## Aim of the exercise
All the data beneath this line is to be reproduced exactly.

## Exercise data
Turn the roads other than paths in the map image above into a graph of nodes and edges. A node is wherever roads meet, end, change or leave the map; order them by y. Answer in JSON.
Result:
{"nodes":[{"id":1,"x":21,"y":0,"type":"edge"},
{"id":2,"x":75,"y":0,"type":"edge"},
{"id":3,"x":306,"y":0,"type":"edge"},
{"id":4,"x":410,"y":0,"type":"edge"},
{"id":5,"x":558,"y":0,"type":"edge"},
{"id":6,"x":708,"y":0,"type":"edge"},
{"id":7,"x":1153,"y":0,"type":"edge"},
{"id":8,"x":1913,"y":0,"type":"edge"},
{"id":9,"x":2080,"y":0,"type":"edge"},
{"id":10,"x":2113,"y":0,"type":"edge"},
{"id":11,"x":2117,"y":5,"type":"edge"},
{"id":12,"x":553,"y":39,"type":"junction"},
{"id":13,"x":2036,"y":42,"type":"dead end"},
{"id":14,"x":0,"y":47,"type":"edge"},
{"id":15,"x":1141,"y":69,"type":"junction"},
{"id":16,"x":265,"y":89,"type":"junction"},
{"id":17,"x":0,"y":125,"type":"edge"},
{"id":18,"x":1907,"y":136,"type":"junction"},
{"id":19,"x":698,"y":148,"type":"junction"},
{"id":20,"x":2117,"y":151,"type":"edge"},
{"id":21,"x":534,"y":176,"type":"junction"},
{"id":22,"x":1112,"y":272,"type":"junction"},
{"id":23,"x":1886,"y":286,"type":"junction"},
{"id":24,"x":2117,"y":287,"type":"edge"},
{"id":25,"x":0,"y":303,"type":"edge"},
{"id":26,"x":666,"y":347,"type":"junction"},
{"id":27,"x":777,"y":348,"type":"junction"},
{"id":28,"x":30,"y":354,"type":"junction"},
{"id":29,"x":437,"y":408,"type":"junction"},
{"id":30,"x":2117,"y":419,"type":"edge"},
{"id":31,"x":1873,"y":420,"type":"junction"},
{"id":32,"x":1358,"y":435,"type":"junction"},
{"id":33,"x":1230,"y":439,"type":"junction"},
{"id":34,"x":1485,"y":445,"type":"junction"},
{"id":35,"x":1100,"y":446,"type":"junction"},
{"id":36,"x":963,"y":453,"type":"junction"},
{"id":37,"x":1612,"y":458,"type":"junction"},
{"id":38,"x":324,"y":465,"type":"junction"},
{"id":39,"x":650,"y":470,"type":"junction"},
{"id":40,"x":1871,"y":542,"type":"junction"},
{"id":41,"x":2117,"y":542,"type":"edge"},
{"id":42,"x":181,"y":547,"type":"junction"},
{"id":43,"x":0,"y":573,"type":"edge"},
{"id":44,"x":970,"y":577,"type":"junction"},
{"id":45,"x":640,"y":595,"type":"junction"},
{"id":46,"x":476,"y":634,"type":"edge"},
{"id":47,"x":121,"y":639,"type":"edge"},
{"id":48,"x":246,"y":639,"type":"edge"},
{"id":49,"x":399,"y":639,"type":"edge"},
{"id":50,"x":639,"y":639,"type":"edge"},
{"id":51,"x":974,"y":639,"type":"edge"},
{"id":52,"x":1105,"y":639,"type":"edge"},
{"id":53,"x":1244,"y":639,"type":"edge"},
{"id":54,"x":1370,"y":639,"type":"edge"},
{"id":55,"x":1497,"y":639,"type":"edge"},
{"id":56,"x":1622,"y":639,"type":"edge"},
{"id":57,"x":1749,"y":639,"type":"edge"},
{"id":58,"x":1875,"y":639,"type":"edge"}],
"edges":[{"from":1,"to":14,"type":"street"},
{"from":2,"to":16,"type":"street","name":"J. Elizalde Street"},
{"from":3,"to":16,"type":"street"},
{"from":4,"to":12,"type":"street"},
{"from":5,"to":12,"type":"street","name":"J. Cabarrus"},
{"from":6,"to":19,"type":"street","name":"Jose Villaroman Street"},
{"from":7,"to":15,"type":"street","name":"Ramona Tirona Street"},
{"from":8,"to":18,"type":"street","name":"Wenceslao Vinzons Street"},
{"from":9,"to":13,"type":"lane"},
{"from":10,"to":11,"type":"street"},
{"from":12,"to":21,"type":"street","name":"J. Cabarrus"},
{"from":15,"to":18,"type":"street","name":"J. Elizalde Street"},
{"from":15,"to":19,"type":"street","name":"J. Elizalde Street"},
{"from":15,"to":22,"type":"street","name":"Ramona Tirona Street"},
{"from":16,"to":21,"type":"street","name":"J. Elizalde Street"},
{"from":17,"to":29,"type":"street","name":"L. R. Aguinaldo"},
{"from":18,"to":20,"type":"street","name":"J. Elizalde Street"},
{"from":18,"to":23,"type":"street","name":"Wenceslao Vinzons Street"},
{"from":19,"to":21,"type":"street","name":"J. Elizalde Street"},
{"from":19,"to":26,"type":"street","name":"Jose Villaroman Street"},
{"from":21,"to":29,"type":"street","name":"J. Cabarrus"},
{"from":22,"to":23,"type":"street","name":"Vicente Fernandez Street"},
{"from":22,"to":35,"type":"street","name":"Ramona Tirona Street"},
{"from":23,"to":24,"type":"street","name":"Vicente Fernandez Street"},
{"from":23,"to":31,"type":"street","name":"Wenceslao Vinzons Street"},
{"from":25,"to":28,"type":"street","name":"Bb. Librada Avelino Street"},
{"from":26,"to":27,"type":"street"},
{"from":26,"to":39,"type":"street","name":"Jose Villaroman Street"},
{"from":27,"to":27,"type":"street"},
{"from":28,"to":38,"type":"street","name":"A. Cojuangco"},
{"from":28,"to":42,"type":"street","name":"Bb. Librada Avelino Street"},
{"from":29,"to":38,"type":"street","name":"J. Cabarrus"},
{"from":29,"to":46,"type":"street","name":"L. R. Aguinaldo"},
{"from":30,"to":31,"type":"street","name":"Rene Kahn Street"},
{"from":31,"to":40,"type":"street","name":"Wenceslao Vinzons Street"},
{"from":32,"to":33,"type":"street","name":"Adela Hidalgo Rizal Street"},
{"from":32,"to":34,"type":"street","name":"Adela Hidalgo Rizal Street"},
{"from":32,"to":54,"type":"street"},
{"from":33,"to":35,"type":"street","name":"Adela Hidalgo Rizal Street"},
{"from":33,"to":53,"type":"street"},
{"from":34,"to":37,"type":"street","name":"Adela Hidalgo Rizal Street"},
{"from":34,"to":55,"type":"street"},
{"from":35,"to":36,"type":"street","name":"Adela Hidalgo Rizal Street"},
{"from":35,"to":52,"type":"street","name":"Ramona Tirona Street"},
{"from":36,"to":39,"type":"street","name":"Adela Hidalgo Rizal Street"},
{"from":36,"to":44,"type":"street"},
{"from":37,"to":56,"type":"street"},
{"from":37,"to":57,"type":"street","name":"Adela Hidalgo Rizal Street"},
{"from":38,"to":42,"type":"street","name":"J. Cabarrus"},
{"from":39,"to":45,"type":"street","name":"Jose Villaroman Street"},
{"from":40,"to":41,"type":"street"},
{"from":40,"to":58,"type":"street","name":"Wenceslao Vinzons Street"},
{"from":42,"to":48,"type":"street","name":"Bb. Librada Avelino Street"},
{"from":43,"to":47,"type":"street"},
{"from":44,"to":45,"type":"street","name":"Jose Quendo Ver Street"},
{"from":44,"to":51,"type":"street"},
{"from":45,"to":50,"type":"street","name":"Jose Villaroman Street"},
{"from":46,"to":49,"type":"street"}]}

## Written solution
Turn the roads other than paths in the map image above into a graph of nodes and edges. A node is wherever roads meet, end, change or leave the map; order them by y. Answer in JSON.
Result:
{"nodes":[{"id":1,"x":21,"y":0,"type":"edge"},
{"id":2,"x":75,"y":0,"type":"edge"},
{"id":3,"x":306,"y":0,"type":"edge"},
{"id":4,"x":410,"y":0,"type":"edge"},
{"id":5,"x":558,"y":0,"type":"edge"},
{"id":6,"x":708,"y":0,"type":"edge"},
{"id":7,"x":1153,"y":0,"type":"edge"},
{"id":8,"x":1913,"y":0,"type":"edge"},
{"id":9,"x":2080,"y":0,"type":"edge"},
{"id":10,"x":2113,"y":0,"type":"edge"},
{"id":11,"x":2117,"y":5,"type":"edge"},
{"id":12,"x":553,"y":39,"type":"junction"},
{"id":13,"x":2036,"y":42,"type":"dead end"},
{"id":14,"x":0,"y":47,"type":"edge"},
{"id":15,"x":1141,"y":69,"type":"junction"},
{"id":16,"x":265,"y":89,"type":"junction"},
{"id":17,"x":0,"y":125,"type":"edge"},
{"id":18,"x":1907,"y":136,"type":"junction"},
{"id":19,"x":698,"y":148,"type":"junction"},
{"id":20,"x":2117,"y":151,"type":"edge"},
{"id":21,"x":534,"y":176,"type":"junction"},
{"id":22,"x":1112,"y":272,"type":"junction"},
{"id":23,"x":1886,"y":286,"type":"junction"},
{"id":24,"x":2117,"y":287,"type":"edge"},
{"id":25,"x":0,"y":303,"type":"edge"},
{"id":26,"x":666,"y":347,"type":"junction"},
{"id":27,"x":777,"y":348,"type":"junction"},
{"id":28,"x":30,"y":354,"type":"junction"},
{"id":29,"x":437,"y":408,"type":"junction"},
{"id":30,"x":2117,"y":419,"type":"edge"},
{"id":31,"x":1873,"y":420,"type":"junction"},
{"id":32,"x":1358,"y":435,"type":"junction"},
{"id":33,"x":1230,"y":439,"type":"junction"},
{"id":34,"x":1485,"y":445,"type":"junction"},
{"id":35,"x":1100,"y":446,"type":"junction"},
{"id":36,"x":963,"y":453,"type":"junction"},
{"id":37,"x":1612,"y":458,"type":"junction"},
{"id":38,"x":324,"y":465,"type":"junction"},
{"id":39,"x":650,"y":470,"type":"junction"},
{"id":40,"x":1871,"y":542,"type":"junction"},
{"id":41,"x":2117,"y":542,"type":"edge"},
{"id":42,"x":181,"y":547,"type":"junction"},
{"id":43,"x":0,"y":573,"type":"edge"},
{"id":44,"x":970,"y":577,"type":"junction"},
{"id":45,"x":640,"y":595,"type":"junction"},
{"id":46,"x":476,"y":634,"type":"edge"},
{"id":47,"x":121,"y":639,"type":"edge"},
{"id":48,"x":246,"y":639,"type":"edge"},
{"id":49,"x":399,"y":639,"type":"edge"},
{"id":50,"x":639,"y":639,"type":"edge"},
{"id":51,"x":974,"y":639,"type":"edge"},
{"id":52,"x":1105,"y":639,"type":"edge"},
{"id":53,"x":1244,"y":639,"type":"edge"},
{"id":54,"x":1370,"y":639,"type":"edge"},
{"id":55,"x":1497,"y":639,"type":"edge"},
{"id":56,"x":1622,"y":639,"type":"edge"},
{"id":57,"x":1749,"y":639,"type":"edge"},
{"id":58,"x":1875,"y":639,"type":"edge"}],
"edges":[{"from":1,"to":14,"type":"street"},
{"from":2,"to":16,"type":"street","name":"J. Elizalde Street"},
{"from":3,"to":16,"type":"street"},
{"from":4,"to":12,"type":"street"},
{"from":5,"to":12,"type":"street","name":"J. Cabarrus"},
{"from":6,"to":19,"type":"street","name":"Jose Villaroman Street"},
{"from":7,"to":15,"type":"street","name":"Ramona Tirona Street"},
{"from":8,"to":18,"type":"street","name":"Wenceslao Vinzons Street"},
{"from":9,"to":13,"type":"lane"},
{"from":10,"to":11,"type":"street"},
{"from":12,"to":21,"type":"street","name":"J. Cabarrus"},
{"from":15,"to":18,"type":"street","name":"J. Elizalde Street"},
{"from":15,"to":19,"type":"street","name":"J. Elizalde Street"},
{"from":15,"to":22,"type":"street","name":"Ramona Tirona Street"},
{"from":16,"to":21,"type":"street","name":"J. Elizalde Street"},
{"from":17,"to":29,"type":"street","name":"L. R. Aguinaldo"},
{"from":18,"to":20,"type":"street","name":"J. Elizalde Street"},
{"from":18,"to":23,"type":"street","name":"Wenceslao Vinzons Street"},
{"from":19,"to":21,"type":"street","name":"J. Elizalde Street"},
{"from":19,"to":26,"type":"street","name":"Jose Villaroman Street"},
{"from":21,"to":29,"type":"street","name":"J. Cabarrus"},
{"from":22,"to":23,"type":"street","name":"Vicente Fernandez Street"},
{"from":22,"to":35,"type":"street","name":"Ramona Tirona Street"},
{"from":23,"to":24,"type":"street","name":"Vicente Fernandez Street"},
{"from":23,"to":31,"type":"street","name":"Wenceslao Vinzons Street"},
{"from":25,"to":28,"type":"street","name":"Bb. Librada Avelino Street"},
{"from":26,"to":27,"type":"street"},
{"from":26,"to":39,"type":"street","name":"Jose Villaroman Street"},
{"from":27,"to":27,"type":"street"},
{"from":28,"to":38,"type":"street","name":"A. Cojuangco"},
{"from":28,"to":42,"type":"street","name":"Bb. Librada Avelino Street"},
{"from":29,"to":38,"type":"street","name":"J. Cabarrus"},
{"from":29,"to":46,"type":"street","name":"L. R. Aguinaldo"},
{"from":30,"to":31,"type":"street","name":"Rene Kahn Street"},
{"from":31,"to":40,"type":"street","name":"Wenceslao Vinzons Street"},
{"from":32,"to":33,"type":"street","name":"Adela Hidalgo Rizal Street"},
{"from":32,"to":34,"type":"street","name":"Adela Hidalgo Rizal Street"},
{"from":32,"to":54,"type":"street"},
{"from":33,"to":35,"type":"street","name":"Adela Hidalgo Rizal Street"},
{"from":33,"to":53,"type":"street"},
{"from":34,"to":37,"type":"street","name":"Adela Hidalgo Rizal Street"},
{"from":34,"to":55,"type":"street"},
{"from":35,"to":36,"type":"street","name":"Adela Hidalgo Rizal Street"},
{"from":35,"to":52,"type":"street","name":"Ramona Tirona Street"},
{"from":36,"to":39,"type":"street","name":"Adela Hidalgo Rizal Street"},
{"from":36,"to":44,"type":"street"},
{"from":37,"to":56,"type":"street"},
{"from":37,"to":57,"type":"street","name":"Adela Hidalgo Rizal Street"},
{"from":38,"to":42,"type":"street","name":"J. Cabarrus"},
{"from":39,"to":45,"type":"street","name":"Jose Villaroman Street"},
{"from":40,"to":41,"type":"street"},
{"from":40,"to":58,"type":"street","name":"Wenceslao Vinzons Street"},
{"from":42,"to":48,"type":"street","name":"Bb. Librada Avelino Street"},
{"from":43,"to":47,"type":"street"},
{"from":44,"to":45,"type":"street","name":"Jose Quendo Ver Street"},
{"from":44,"to":51,"type":"street"},
{"from":45,"to":50,"type":"street","name":"Jose Villaroman Street"},
{"from":46,"to":49,"type":"street"}]}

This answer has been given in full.